Manga (komik) dan anime (film animasi) dua sisi dalam satu mata uang. Candy-candy, Kungfu Boy, Kobo Chan, Dragon Ball adalah sebagian manga Jepang yang masuk ke Indonesia pada masa awal, tahun 1990-an. Munculnya sejumlah televisi swasta yang menayangkan film animasi juga menambah kepopuleran karya ini. ”Di Jepang, anime dan manga memang saling mendukung,” kata Hikmat Dharmawan, pemerhati komik Indonesia. Karena perhitungan bisnis, anime yang laris akan serta-merta dibuatkan manganya. Demikian juga sebaliknya.

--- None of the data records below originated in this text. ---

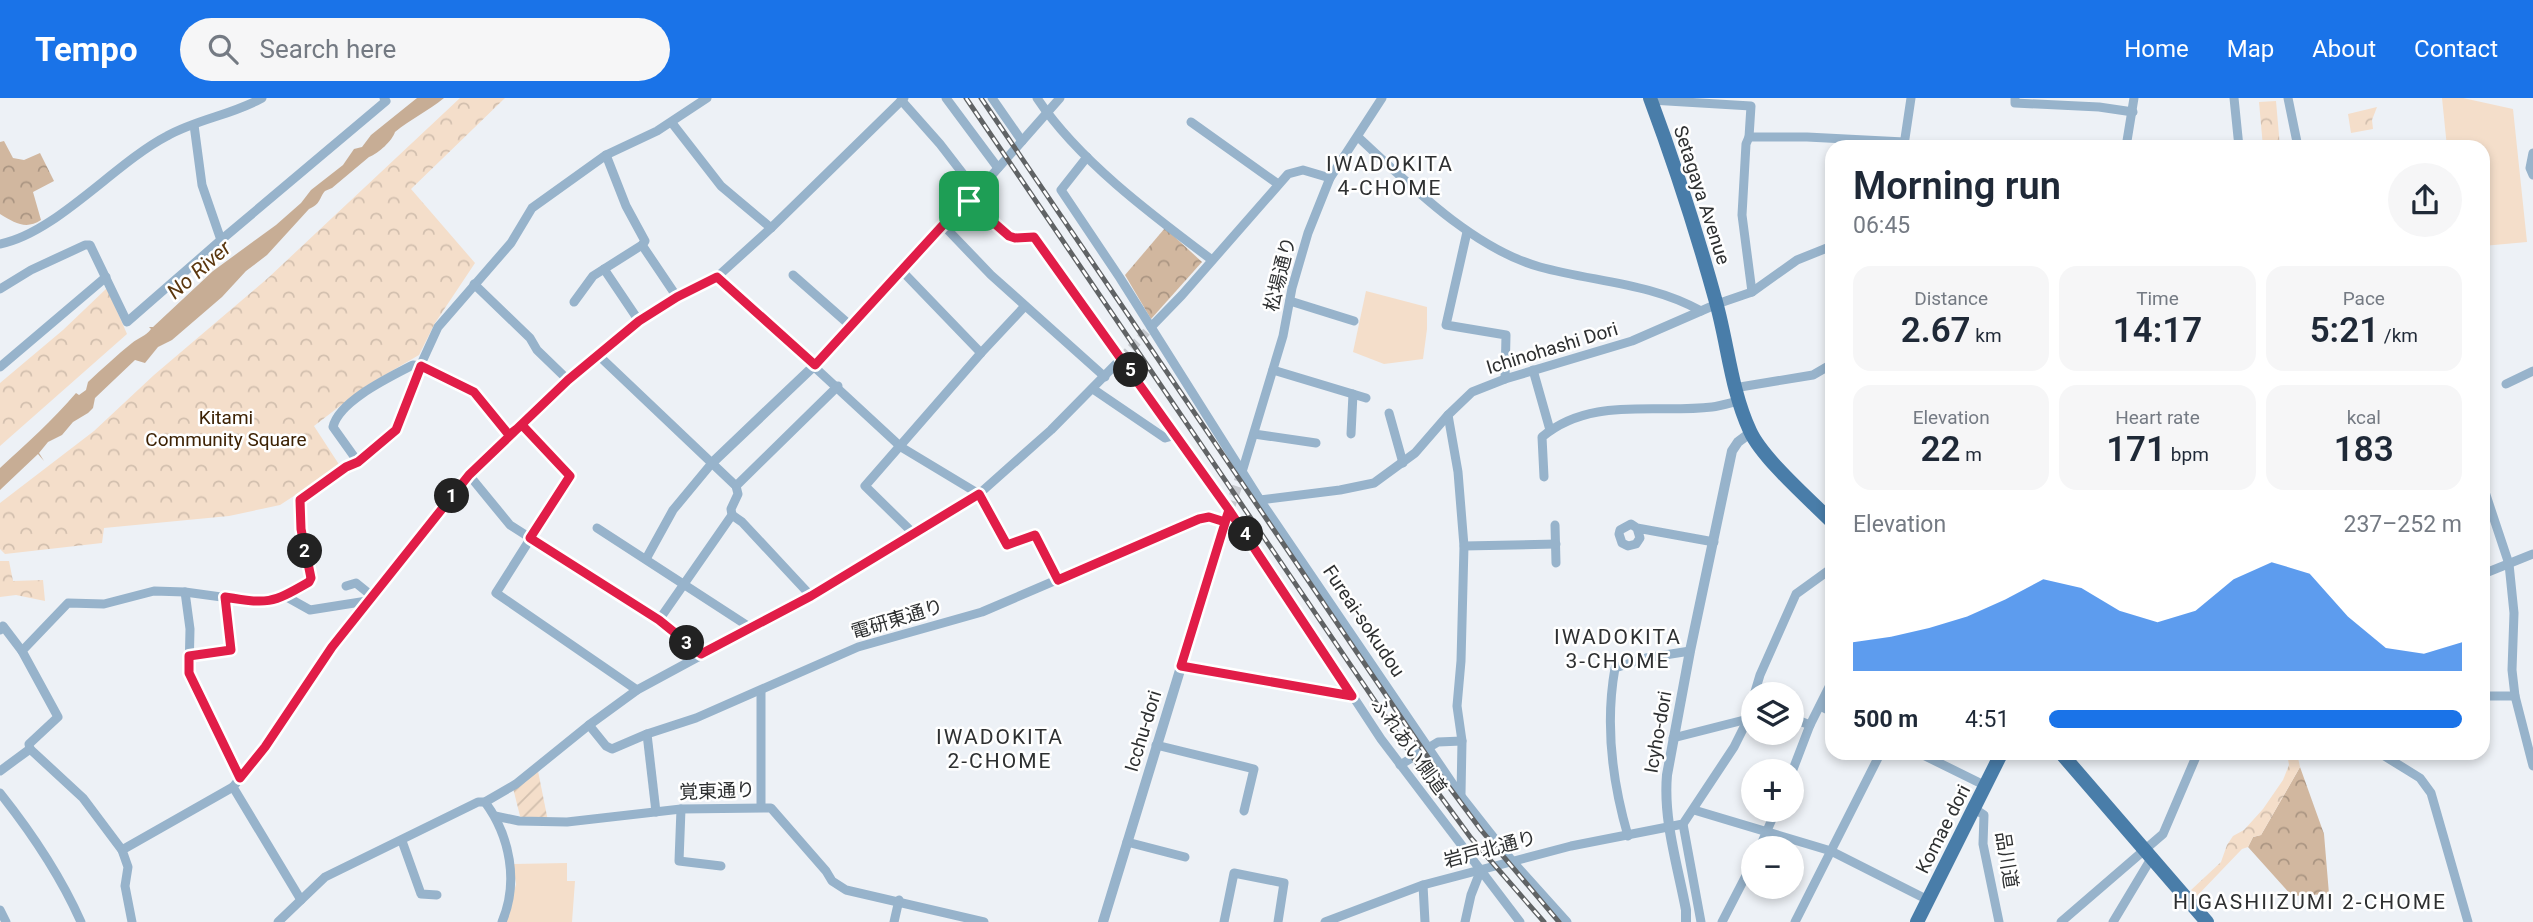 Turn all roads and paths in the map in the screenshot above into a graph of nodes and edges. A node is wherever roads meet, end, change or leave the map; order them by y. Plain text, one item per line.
1 (262, 98) edge
2 (384, 98) edge
3 (707, 98) edge
4 (947, 98) edge
5 (992, 98) edge
6 (1037, 98) edge
7 (1060, 98) edge
8 (1382, 98) edge
9 (1911, 98) edge
10 (2015, 98) edge
11 (2134, 98) edge
12 (2234, 98) edge
13 (2288, 98) edge
14 (902, 99) edge
15 (1651, 99) edge
16 (2061, 102) edge
17 (2133, 112) junction
18 (1046, 114) junction
19 (1191, 122) dead end
20 (672, 123) junction
21 (194, 125) junction
22 (1358, 137) junction
23 (1749, 138) junction
24 (1849, 140) edge
25 (1905, 140) edge
26 (2127, 140) edge
27 (2238, 140) edge
28 (2297, 140) edge
29 (1022, 141) junction
30 (2533, 153) edge
31 (606, 155) junction
32 (1087, 157) junction
33 (998, 168) junction
34 (2533, 175) edge
35 (1330, 178) junction
36 (1278, 184) junction
37 (977, 192) junction
38 (969, 201) junction
39 (943, 225) junction
40 (771, 228) junction
41 (1467, 232) junction
42 (221, 240) junction
43 (0, 244) edge
44 (642, 245) junction
45 (1825, 249) edge
46 (1212, 260) junction
47 (604, 269) junction
48 (901, 270) junction
49 (793, 275) dead end
50 (106, 277) junction
51 (717, 277) junction
52 (474, 284) junction
53 (0, 289) edge
54 (1752, 292) junction
55 (677, 297) junction
56 (1290, 301) junction
57 (574, 302) dead end
58 (1717, 304) junction
59 (1026, 306) junction
60 (1701, 311) junction
61 (639, 321) junction
62 (1354, 321) dead end
63 (852, 327) junction
64 (1151, 327) junction
65 (981, 353) junction
66 (597, 354) junction
67 (1122, 358) junction
68 (815, 365) junction
69 (421, 366) junction
70 (0, 367) edge
71 (1825, 368) edge
72 (1273, 370) junction
73 (1533, 370) junction
74 (2533, 371) edge
75 (1105, 377) junction
76 (1505, 379) junction
77 (568, 380) junction
78 (2506, 384) dead end
79 (838, 386) junction
80 (1093, 389) junction
81 (1353, 394) junction
82 (1736, 394) junction
83 (1366, 397) dead end
84 (1389, 413) dead end
85 (1448, 415) junction
86 (522, 425) junction
87 (1550, 430) junction
88 (1750, 433) junction
89 (1254, 434) junction
90 (1351, 434) dead end
91 (509, 435) junction
92 (1176, 435) junction
93 (1316, 443) dead end
94 (901, 447) junction
95 (358, 462) junction
96 (712, 463) junction
97 (1403, 463) junction
98 (1242, 472) junction
99 (469, 475) junction
100 (1544, 477) dead end
101 (736, 486) junction
102 (979, 494) junction
103 (1260, 500) junction
104 (2490, 507) edge
105 (1229, 510) junction
106 (732, 515) junction
107 (1825, 515) edge
108 (1225, 522) junction
109 (1555, 525) dead end
110 (597, 528) dead end
111 (1637, 528) dead end
112 (913, 533) junction
113 (530, 538) junction
114 (1714, 542) junction
115 (1556, 544) junction
116 (1464, 546) junction
117 (2533, 554) edge
118 (646, 559) junction
119 (1556, 563) dead end
120 (2509, 564) junction
121 (2490, 571) edge
122 (1825, 573) edge
123 (1058, 580) junction
124 (685, 585) junction
125 (346, 586) dead end
126 (186, 592) junction
127 (285, 596) junction
128 (811, 596) junction
129 (225, 597) junction
130 (370, 598) junction
131 (659, 620) junction
132 (751, 628) junction
133 (0, 630) edge
134 (22, 651) junction
135 (1690, 651) junction
136 (701, 654) junction
137 (189, 656) junction
138 (1181, 666) junction
139 (1758, 682) edge
140 (637, 690) junction
141 (761, 691) junction
142 (1352, 696) junction
143 (1825, 696) edge
144 (2490, 696) edge
145 (2515, 696) junction
146 (1820, 706) junction
147 (1825, 708) edge
148 (1741, 721) edge
149 (1804, 722) edge
150 (1810, 724) junction
151 (589, 725) junction
152 (1741, 733) edge
153 (647, 734) junction
154 (1673, 738) junction
155 (1462, 741) junction
156 (1156, 745) junction
157 (1429, 747) junction
158 (30, 749) junction
159 (1797, 759) edge
160 (1877, 760) edge
161 (1933, 760) edge
162 (1998, 760) edge
163 (2067, 760) edge
164 (2194, 760) edge
165 (2390, 760) edge
166 (1400, 765) junction
167 (2533, 766) edge
168 (0, 771) edge
169 (240, 778) junction
170 (1986, 786) junction
171 (233, 787) junction
172 (0, 793) edge
173 (1461, 796) junction
174 (485, 802) junction
175 (761, 807) junction
176 (681, 809) junction
177 (1975, 809) junction
178 (1694, 810) junction
179 (656, 811) junction
180 (1244, 811) dead end
181 (495, 816) junction
182 (1771, 822) edge
183 (1683, 824) junction
184 (1670, 828) junction
185 (1768, 831) junction
186 (1628, 836) junction
187 (1766, 836) edge
188 (402, 841) junction
189 (1127, 842) junction
190 (122, 850) junction
191 (1831, 851) junction
192 (2149, 853) junction
193 (1185, 857) dead end
194 (1513, 862) junction
195 (721, 866) dead end
196 (1480, 872) junction
197 (1423, 885) junction
198 (1741, 885) edge
199 (437, 895) dead end
200 (301, 900) junction
201 (899, 900) junction
202 (1928, 900) junction
203 (0, 910) edge
204 (1338, 920) edge
205 (6, 922) edge
206 (81, 922) edge
207 (132, 922) edge
208 (278, 922) edge
209 (502, 922) edge
210 (894, 922) edge
211 (985, 922) edge
212 (1103, 922) edge
213 (1224, 922) edge
214 (1278, 922) edge
215 (1325, 922) edge
216 (1425, 922) edge
217 (1465, 922) edge
218 (1520, 922) edge
219 (1567, 922) edge
220 (1686, 922) edge
221 (1701, 922) edge
222 (1722, 922) edge
223 (1795, 922) edge
224 (1917, 922) edge
225 (1999, 922) edge
226 (2061, 922) edge
227 (2113, 922) edge
228 (2207, 922) edge
229 (2468, 922) edge

1 - 21 street
2 - 42 street
3 - 20 street
4 - 33 street
5 - 29 street
6 - 18 street
7 - 18 street
8 - 22 street, 松場通り
9 - 25 street
10 - 16 street
11 - 17 street
12 - 27 street
13 - 28 street
14 - 37 street
14 - 40 street
15 - 23 street
15 - 58 main road, Setagaya Avenue
16 - 17 street
17 - 26 street
18 - 29 street
18 - 32 street
19 - 36 street
20 - 31 street
20 - 40 street
21 - 42 street
21 - 43 street
22 - 35 street, 松場通り
22 - 41 street
23 - 24 street
23 - 54 street
29 - 33 street
30 - 34 street
31 - 44 street
31 - 52 street
32 - 46 street
32 - 64 street, Fureai-sokudou
33 - 37 street
35 - 36 street
35 - 56 street, 松場通り
36 - 46 street
37 - 38 street
38 - 39 street
38 - 67 street, ふれあい側道
39 - 48 street
39 - 59 street
40 - 51 street
41 - 60 street
41 - 76 street
42 - 50 street
44 - 47 street
44 - 55 street
45 - 54 street, Ichinohashi Dori
46 - 64 street
47 - 57 street
47 - 61 street
48 - 63 street
48 - 65 street
49 - 63 street
50 - 53 street
50 - 70 street
51 - 55 street
51 - 68 street
52 - 69 street
52 - 77 street
54 - 58 street, Ichinohashi Dori
55 - 61 street
56 - 62 street
56 - 72 street, 松場通り
58 - 60 street, Ichinohashi Dori
58 - 82 main road, Setagaya Avenue
59 - 65 street
59 - 75 street
60 - 73 street, Ichinohashi Dori
61 - 66 street
63 - 68 street
64 - 98 street, Fureai-sokudou
65 - 94 street
66 - 77 street
66 - 96 street
67 - 75 street
67 - 92 street, ふれあい側道
68 - 79 street
68 - 96 street
69 - 91 street
69 - 95 street
69 - 95 street
71 - 82 street
72 - 81 street
72 - 89 street, 松場通り
73 - 76 street, Ichinohashi Dori
73 - 87 street
74 - 78 street
75 - 80 street
76 - 85 street, Ichinohashi Dori
77 - 86 street
79 - 94 street
79 - 101 street
80 - 92 street
80 - 102 street
81 - 83 street
81 - 90 street
82 - 87 street
82 - 88 main road
84 - 97 street
85 - 97 street, Ichinohashi Dori
85 - 116 street
86 - 91 street
86 - 113 street
87 - 100 street
88 - 107 main road
88 - 114 street, Icyho-dori
89 - 93 street
89 - 98 street, 松場通り
91 - 99 street
92 - 105 street, ふれあい側道
94 - 102 street
94 - 112 street
95 - 127 street
96 - 101 street
96 - 118 street
97 - 103 street, Ichinohashi Dori
98 - 103 street, Fureai-sokudou
99 - 113 street
99 - 130 street
101 - 106 street
102 - 112 street
102 - 123 street
103 - 157 street, Fureai-sokudou
104 - 120 street
105 - 108 street, Icchu-dori
105 - 142 street, ふれあい側道
106 - 124 street
106 - 128 street
108 - 123 street, 電研東通り
108 - 138 street, Icchu-dori
109 - 115 street
110 - 118 street
111 - 114 street
112 - 128 street
113 - 131 street
113 - 140 street
114 - 135 street, Icyho-dori
115 - 116 street
115 - 119 street
116 - 155 street
117 - 120 street
118 - 124 street
120 - 121 street
120 - 145 street
122 - 139 street
123 - 141 street, 電研東通り
124 - 131 street
124 - 132 street
125 - 130 street
126 - 129 street
126 - 134 street
126 - 137 street
127 - 129 street
127 - 130 street
128 - 132 street
129 - 137 street
130 - 169 street
131 - 136 street
132 - 136 street
133 - 134 street
134 - 158 street
135 - 154 street, Icyho-dori
135 - 186 street
136 - 140 street
137 - 169 street
138 - 142 street
138 - 156 street, Icchu-dori
140 - 151 street
141 - 153 street, 電研東通り
141 - 175 street
142 - 166 street, ふれあい側道
143 - 146 street
144 - 145 street
145 - 167 street
146 - 147 street
146 - 150 street
148 - 154 street
149 - 150 street
150 - 159 street
151 - 153 street, 電研東通り
151 - 174 street
152 - 178 street
153 - 179 street
154 - 184 street, Icyho-dori
155 - 157 street
155 - 173 street
156 - 180 street
156 - 189 street, Icchu-dori
157 - 166 street
157 - 173 street, Fureai-sokudou
158 - 168 street
158 - 190 street
160 - 191 street
161 - 170 street
162 - 170 main road, Komae dori
163 - 192 main road
164 - 192 street
165 - 229 street
166 - 196 street, ふれあい側道
169 - 171 street
170 - 177 main road, Komae dori
171 - 190 street
171 - 200 street
172 - 206 street
173 - 194 street, Fureai-sokudou
174 - 181 street
174 - 188 street
175 - 176 street, 覚東通り
175 - 201 street, 覚東通り
176 - 179 street, 覚東通り
176 - 195 street
177 - 202 main road, Komae dori
177 - 225 street, 品川道
178 - 183 street
178 - 185 street
179 - 181 street, 覚東通り
181 - 209 street
182 - 185 street
183 - 184 street, 岩戸北通り
183 - 221 street
184 - 186 street, 岩戸北通り
184 - 220 street, Icyho-dori
185 - 187 street
185 - 191 street
186 - 194 street, 岩戸北通り
188 - 199 street
188 - 200 street
189 - 193 street
189 - 212 street, Icchu-dori
190 - 207 street
191 - 202 street
191 - 223 street
192 - 226 street
192 - 227 street
192 - 228 main road
194 - 196 street, 岩戸北通り
194 - 219 street, Fureai-sokudou
196 - 197 street, 岩戸北通り
196 - 217 street
196 - 218 street, ふれあい側道
197 - 204 street, 岩戸北通り
197 - 216 street
198 - 222 street
200 - 208 street
201 - 210 street
201 - 211 street, 覚東通り
202 - 224 main road, Komae dori
203 - 205 street
204 - 215 street, 岩戸北通り
213 - 214 street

Tahun 2000-an, remaja kita kesengsem oleh cerita-cerita dari Jepang. Mereka menyerbu melalui dunia penerbitan maupun layar kaca. Tak lama berselang, goresan pensil dan gaya bertutur para ilustrator komik Indonesia sedikit banyak dipengaruhi manga.

Meski begitu, tak serta-merta karya komikus Indonesia yang sudah mencoba mendekati gaya manga langsung diterima pasar. Tapi satu persoalan muncul. ”Konsumen kita masih luar negeri minded. Mereka sangat peduli dengan nama pengarang,” kata Retno. Buktinya, Is Yuniarto dan John G. Reinhart, saat memasarkan komik karya mereka yang berjudul Wind Rider, cukup mengalami hambatan. Banyak konsumen urung membeli begitu tahu mereka (pembuatnya) asli Indonesia.

”Ada yang menanyakan, apakah John orang Indonesia. John itu asli NTB,” kata Is Yuniarto, 24 tahun, asal Surabaya. Is merasa tak mudah menghancurkan stigma bahwa komik Indonesia tak akan lebih bagus dari komik luar negeri.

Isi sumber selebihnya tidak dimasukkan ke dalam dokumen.